Mechanisms of value processing and motivated behavior. Many situations require selecting one among several options of different value. In these situations valuation and preference drive motivation and behavior. Although attention allows for selecting task-relevant information out of the sensory scene, many decisions depend on the subjective value assigned to alternative options. About one hundred years before Fechner, Daniel Bernoulli (1700-1782) suggested that valuation conforms to a psychological rule akin to the JND proposed by Fechner for sensory Psychophysics. Bernoulli proposed that humans decide among alternatives by using internal utility not extrinsic value. Just like for the JND, utility is equal for alternatives with values of equal ratio.

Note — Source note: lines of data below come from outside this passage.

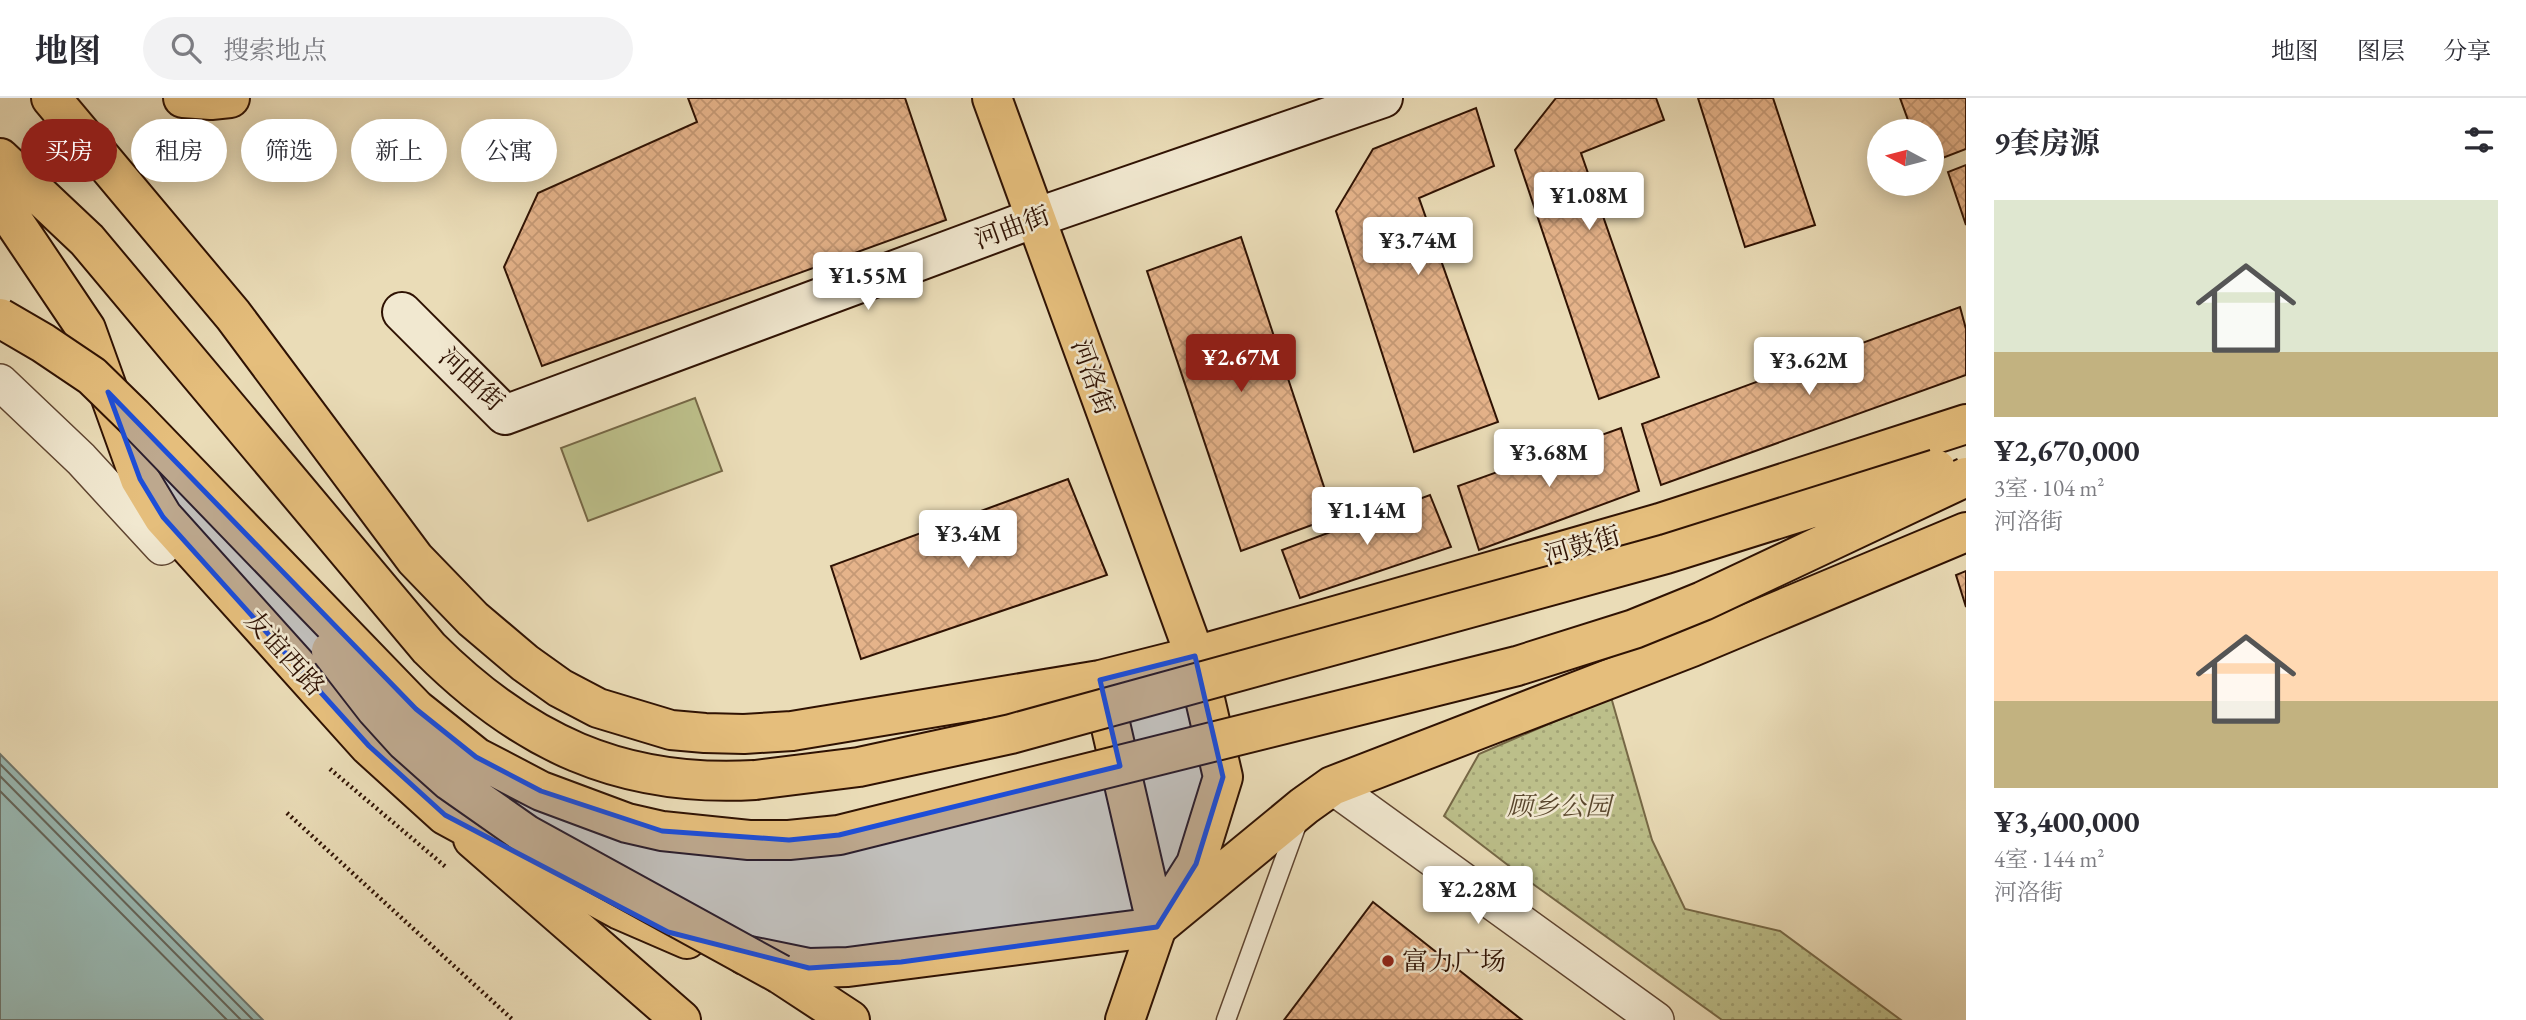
<!DOCTYPE html>
<html lang="zh">
<meta charset="utf-8">
<style>
:root{--surface:#fff;--page:#f2f2f3;--text:#2b2b33;--muted:#7c7c81;--line:#e1e1e2;--accent:#8f2418}
body{margin:0;font-family:"EB Garamond","Noto Serif SC",serif;background:var(--page);color:var(--text);height:100vh;display:flex;flex-direction:column;font-size:26px;white-space:nowrap}
*{box-sizing:border-box;margin:0}
p{font-size:23px;color:var(--muted)}
.icon{flex:none;width:38px;height:38px;fill:none;stroke:currentColor;stroke-width:2;stroke-linecap:round;stroke-linejoin:round}
.map{position:relative;flex:1;overflow:hidden}
.panel{display:flex;flex-direction:column;background:var(--surface);width:560px}
.panel>*{flex:none}
.hud{position:absolute;left:21px;top:21px;width:665px;height:63px;display:flex;gap:14px}
.needle{width:46px;rotate:277deg}
.fabs{position:absolute;left:1867px;top:21px;display:grid;gap:14px}
.fabs a{display:grid;place-items:center;width:77px;height:77px;border-radius:50%;background:var(--surface);box-shadow:0 4px 18px #0003;font-size:35px}
.price{position:absolute;translate:-50% -60px;padding:0 16px;border-radius:7px;background:#fff;color:#222;font-size:23px;line-height:46px;filter:drop-shadow(0 2px 4px #0008)}
.price::after{content:'';position:absolute;left:50%;top:42px;width:21px;height:16px;margin-left:-10px;background:inherit;clip-path:polygon(0 0,100% 0,50% 100%)}
.price.active{background:var(--accent);color:#fff}
ul{padding:0;list-style:none}
li{display:grid;align-content:center;gap:14px;height:371px;padding:0 28px}
li span{display:grid;place-items:center;height:217px;border-radius:0px;color:#555}
li>.icon{margin-inline-start:auto}
span .icon{width:126px;height:126px;fill:#fffc;stroke-width:1}
li b{font-size:30px}
h2{display:flex;justify-content:space-between;align-items:center;height:84px;padding:0 28px;font-size:30px}
.pill{padding:0 24px;border-radius:32px;background:var(--surface);box-shadow:0 4px 18px #0003;font-size:24px;line-height:63px}
.pill.active{background:var(--accent);color:#fff}
header{display:flex;align-items:center;gap:42px;box-sizing:border-box;height:98px;padding:0 35px;background:var(--surface);border-bottom:2px solid var(--line)}
header strong{font-size:33px}
nav{display:flex;gap:38px;margin-inline-start:auto;font-size:24px}
.search{width:490px;height:63px;background:var(--page);display:flex;align-items:center;gap:18px;box-sizing:border-box;padding:0 24px;border-radius:38px;color:var(--muted);font-size:26px}
main{display:flex;flex:1;min-height:0}
.map>svg:first-child{display:block}
.park{fill:url(#park-dots);stroke:#766846;stroke-width:2}
.garden{fill:#bcbf8a;stroke:#766846;stroke-width:2}
.water{fill:#99bab5;stroke:#6f776e;stroke-width:2}
.lines{fill:none;stroke-linecap:round;stroke-linejoin:round}
.shore{stroke:#64665c;stroke-width:2}
.building{fill:url(#building-cross-hatch);stroke:#2f1203;stroke-width:2}
.lane-casing{stroke:#5e4430;stroke-width:21}
.street-casing{stroke:#5e4430;stroke-width:38}
.secondary-casing{stroke:#2f1203;stroke-width:42}
.primary-casing{stroke:#2f1203;stroke-width:42}
.highway-casing{stroke:#2f1203;stroke-width:42}
.path{stroke:#2f1203;stroke-width:4.5;stroke-dasharray:2 3.5;stroke-linecap:butt}
.lane{stroke:#f1e8d0;stroke-width:18}
.street{stroke:#f1e8d0;stroke-width:35}
.secondary{stroke:#f1e8d0;stroke-width:38}
.primary{stroke:#e5be7c;stroke-width:38}
.highway{stroke:#e5be7c;stroke-width:38}
.highway-bridge-casing{stroke:#2f1203;stroke-width:42;stroke-linecap:butt}
.highway-bridge{stroke:#e5be7c;stroke-width:38}
.marked{fill:#1d4ed8;fill-opacity:0.2;stroke:#1d4ed8;stroke-width:5;stroke-linejoin:round}
.poi-dot{fill:#8f2418;stroke:#f1e8d0;stroke-width:2.5}
.labels{text-anchor:middle;stroke-width:5;stroke-linejoin:round;paint-order:stroke}
.street-label{font-size:26px;fill:#2f1203;stroke:#f1e8d0}
.park-label{font-size:26px;font-style:italic;fill:#59462c;stroke:#f1e8d0}
.poi-label{font-size:26px;fill:#2f1203;stroke:#f1e8d0;text-anchor:start}
</style>
<header>
<strong>地图</strong>
<div class="search"><svg class="icon" aria-label="search" viewBox="0 0 24 24"><circle cx="10" cy="10" r="6"/><path d="M15 15l6 6"/></svg>搜索地点</div>
<nav><a>地图</a><a>图层</a><a>分享</a></nav>
</header>
<main>
<div class="map">
<svg width="1966" height="922" viewBox="0 0 1966 922">
<defs>
<pattern id="park-dots" width="8" height="8" patternUnits="userSpaceOnUse" patternTransform="scale(1.75)"><rect width="8" height="8" fill="#bcbf8a"/><path d="M2 2h.1M6 6h.1" fill="none" stroke="#a2a375" stroke-width="1.8" stroke-linecap="round"/></pattern>
<pattern id="building-cross-hatch" width="8" height="8" patternUnits="userSpaceOnUse" patternTransform="scale(1.75)"><rect width="8" height="8" fill="#e5b38a"/><path d="M0 0l8 8M0 8l8-8" fill="none" stroke="#c59975"/></pattern>
</defs>
<rect width="100%" height="100%" fill="#eadcb7"/>
<filter id="stains"><feTurbulence type="fractalNoise" baseFrequency=".00286" numOctaves="4"/><feColorMatrix values="0 0 0 0 .2 0 0 0 0 .09 0 0 0 0 .02 0 0 0 .5 -.17"/></filter>
<radialGradient id="worn" r=".72"><stop offset=".6" stop-color="#630" stop-opacity="0"/><stop offset="1" stop-color="#630" stop-opacity=".3"/></radialGradient>
<path class="park" d="M 1611,599 L 1652,742 L 1685,811 L 1780,833 L 1901,922 L 1722,922 L 1526,781 L 1444,718 L 1479,656 Z"/>
<path class="garden" d="M 695,300 L 722,373 L 588,423 L 561,350 Z"/>
<path class="water" d="M 0,656 L 263,922 L 0,922 Z"/>
<g class="lines">
<path class="shore" d="M 0,666 L 253,922
M 0,678 L 241,922
M 0,693 L 227,922"/>
</g>
<path class="building" d="M 688,0 L 905,0 L 946,122 L 542,268 L 504,169 L 538,95 L 697,24 Z
M 1556,0 L 1656,0 L 1664,22 L 1581,55 L 1659,279 L 1599,301 L 1515,52 Z
M 1698,0 L 1773,0 L 1815,127 L 1745,149 Z
M 1900,0 L 1966,0 L 1966,51 L 1932,64 L 1932,33 L 1912,33 Z
M 1476,10 L 1494,68 L 1419,100 L 1498,324 L 1414,354 L 1336,113 L 1373,51 Z
M 1966,67 L 1966,127 L 1948,74 Z
M 1241,139 L 1334,419 L 1241,453 L 1147,173 Z
M 1960,209 L 1966,231 L 1966,277 L 1661,387 L 1642,326 Z
M 1621,330 L 1639,393 L 1479,452 L 1458,388 Z
M 1068,381 L 1107,477 L 861,561 L 831,468 Z
M 1430,397 L 1451,449 L 1300,500 L 1282,452 Z
M 1966,473 L 1966,509 L 1956,477 Z
M 1373,804 L 1522,922 L 1284,922 Z"/>
<g class="lines">
<defs>
<path id="lane" d="M 1226,922 L 1299,721"/>
<path id="street" d="M 0,284 L 81,361 L 162,449
M 1332,688 L 1656,922"/>
<path id="secondary" d="M 402,214 L 505,317 L 1035,120 L 1383,0"/>
<path id="primary" d="M 473,741 L 681,922
M 780,876 L 850,922
M 1125,922 L 1157,829"/>
<path id="highway" d="M 51,0 L 233,217 L 415,461 L 473,521 L 525,565 L 560,590 L 598,610 L 671,632 L 705,635 L 744,636 L 792,633 L 1100,582 L 1195,558 L 1660,425 L 1966,326
M 183,0 L 211,2 L 230,0
M 992,0 L 1195,558 L 1223,679 L 1196,766 L 1170,807
M 0,60 L 87,142 L 429,550 C 523,644 621,690 755,682
M 0,103 L 86,231 L 140,381 L 163,419 L 369,648 L 445,717 L 620,812 L 687,841
M 1100,582 L 1157,829
M 745,857 L 809,870 L 848,869 L 1157,829 L 1304,708 L 1332,688 L 1692,549 L 1966,434"/>
</defs>
<use href="#lane" class="lane-casing"/>
<use href="#street" class="street-casing"/>
<use href="#secondary" class="secondary-casing"/>
<use href="#primary" class="primary-casing"/>
<use href="#highway" class="highway-casing"/>
<path class="path" d="M 330,671 L 447,770
M 287,715 L 513,922"/>
<use href="#lane" class="lane"/>
<use href="#street" class="street"/>
<use href="#secondary" class="secondary"/>
<use href="#primary" class="primary"/>
<use href="#highway" class="highway"/>
<defs>
<path id="highway-bridge" d="M 0,220 L 43,245 L 92,278 L 133,318 L 416,611 L 476,659 L 541,693 L 627,725 L 662,733 L 749,742 L 789,742 L 839,737 L 1517,568 L 1634,531 L 1703,503 L 1966,379
M 331,553 L 376,611 L 405,643 L 450,683 L 527,737 L 780,876
M 755,682 L 859,669 L 1011,636 L 1666,456 L 1936,371"/>
</defs>
<use href="#highway-bridge" class="highway-bridge-casing"/>
<use href="#highway-bridge" class="highway-bridge"/>
</g>
<path class="marked" d="M 108,294 L 416,611 L 476,659 L 541,693 L 662,733 L 789,742 L 839,737 L 1120,668 L 1100,582 L 1195,558 L 1223,679 L 1196,766 L 1157,829 L 901,864 L 809,870 L 668,834 L 445,717 L 369,648 L 163,419 L 140,381 Z"/>
<circle class="poi-dot" cx="1388" cy="863" r="7"/>
<g class="labels">
<g class="street-label">
<text transform="translate(1012 129) rotate(-20)" y="9">河曲街</text>
<text transform="translate(1093 279) rotate(70)" y="9">河洛街</text>
<text transform="translate(472 281) rotate(43)" y="9">河曲街</text>
<text transform="translate(1582 447) rotate(-16)" y="9">河鼓街</text>
<text transform="translate(285 555) rotate(48)" y="9">友谊西路</text>
</g>
<g class="park-label">
<text x="1559" y="717">顾乡公园</text>
</g>
<g class="poi-label">
<text x="1402" y="872">富力广场</text>
</g>
</g>
<rect width="100%" height="100%" filter="url(#stains)"/>
<rect width="100%" height="100%" fill="url(#worn)"/>
</svg>
<div class="fabs">
<a><svg class="needle" viewBox="-14 -14 28 28"><path d="M0-13l5 13h-10z" fill="#e53935"/><path d="M0 13l5-13h-10z" fill="#7c7c81"/></svg></a>
</div>
<b class="price" style="left:1589px;top:134px">¥1.08M</b>
<b class="price" style="left:1418px;top:179px">¥3.74M</b>
<b class="price" style="left:868px;top:214px">¥1.55M</b>
<b class="price active" style="left:1241px;top:296px">¥2.67M</b>
<b class="price" style="left:1809px;top:299px">¥3.62M</b>
<b class="price" style="left:1549px;top:391px">¥3.68M</b>
<b class="price" style="left:1367px;top:449px">¥1.14M</b>
<b class="price" style="left:968px;top:472px">¥3.4M</b>
<b class="price" style="left:1478px;top:828px">¥2.28M</b>
<div class="hud">
<a class="pill active">买房</a>
<a class="pill">租房</a>
<a class="pill">筛选</a>
<a class="pill">新上</a>
<a class="pill">公寓</a>
</div>
</div>
<section class="panel">
<h2>9套房源<svg class="icon" aria-label="filters" viewBox="0 0 24 24"><path d="M4 7h16M4 17h16"/><circle cx="9" cy="7" r="2"/><circle cx="15" cy="17" r="2"/></svg></h2>
<ul>
<li><span style="background:linear-gradient(#dfe7d0 70%,#c2b280 0)"><svg class="icon" aria-label="home" viewBox="0 0 24 24"><path d="M3 11l9-7 9 7M6 9v11h12V9"/></svg></span><div><b>¥2,670,000</b><p>3室 · 104 m²</p><p>河洛街</p></div></li>
<li><span style="background:linear-gradient(#ffd9b3 60%,#c2b280 0)"><svg class="icon" aria-label="home" viewBox="0 0 24 24"><path d="M3 11l9-7 9 7M6 9v11h12V9"/></svg></span><div><b>¥3,400,000</b><p>4室 · 144 m²</p><p>河洛街</p></div></li>
</ul>
</section>
</main>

Bernoulli's Utility Theory held still for more than two-hundred years until Amos Tversky and Daniel Kahneman in the 1980s showed that the theory has flaws. They proposed the Prospect Theory, suggesting that utility is not absolute, but depends on the prospective of the decision-maker. Critically, they demonstrated that humans are loss averse; utility is higher for losses than gains of identical absolute value . We investigated the effects of loss aversion, expecting gains versus losses, on perceptual decision-making and cortical activity in early visual cortex (Pestilli, Khan & Ferrera, Society for Neuroscience 2011). We measured fMRI response in early visual cortex concurrently with contrast discrimination thresholds for stimuli of different expected value. We used a computational model to manipulate task difficulty and expected value on a trial-by-trial base. The model determined that on half the trials observers had to perform a perceptual judgment expecting to win. On the other half of the trials subjects performed an identical judgment but expecting to lose. Both perceptual judgments, stimuli and absolute values were identical for gain- and loss-trials. We found that behavioral sensitivity improved and cortical response increased with value in early visual cortex (V1, V2, V3, hV4). The increase followed the log-expected absolute value but was, independent on whether the expected outcome was a loss or a gain. This is predicted by the Utility Theory. Most importantly, cortical responses in early visual cortex increase more for loss-predicting stimuli than for gain-predicting stimuli of equal value: an effect predicted only by the Prospect Theory (Pestilli, Khan and Ferrera in preparation).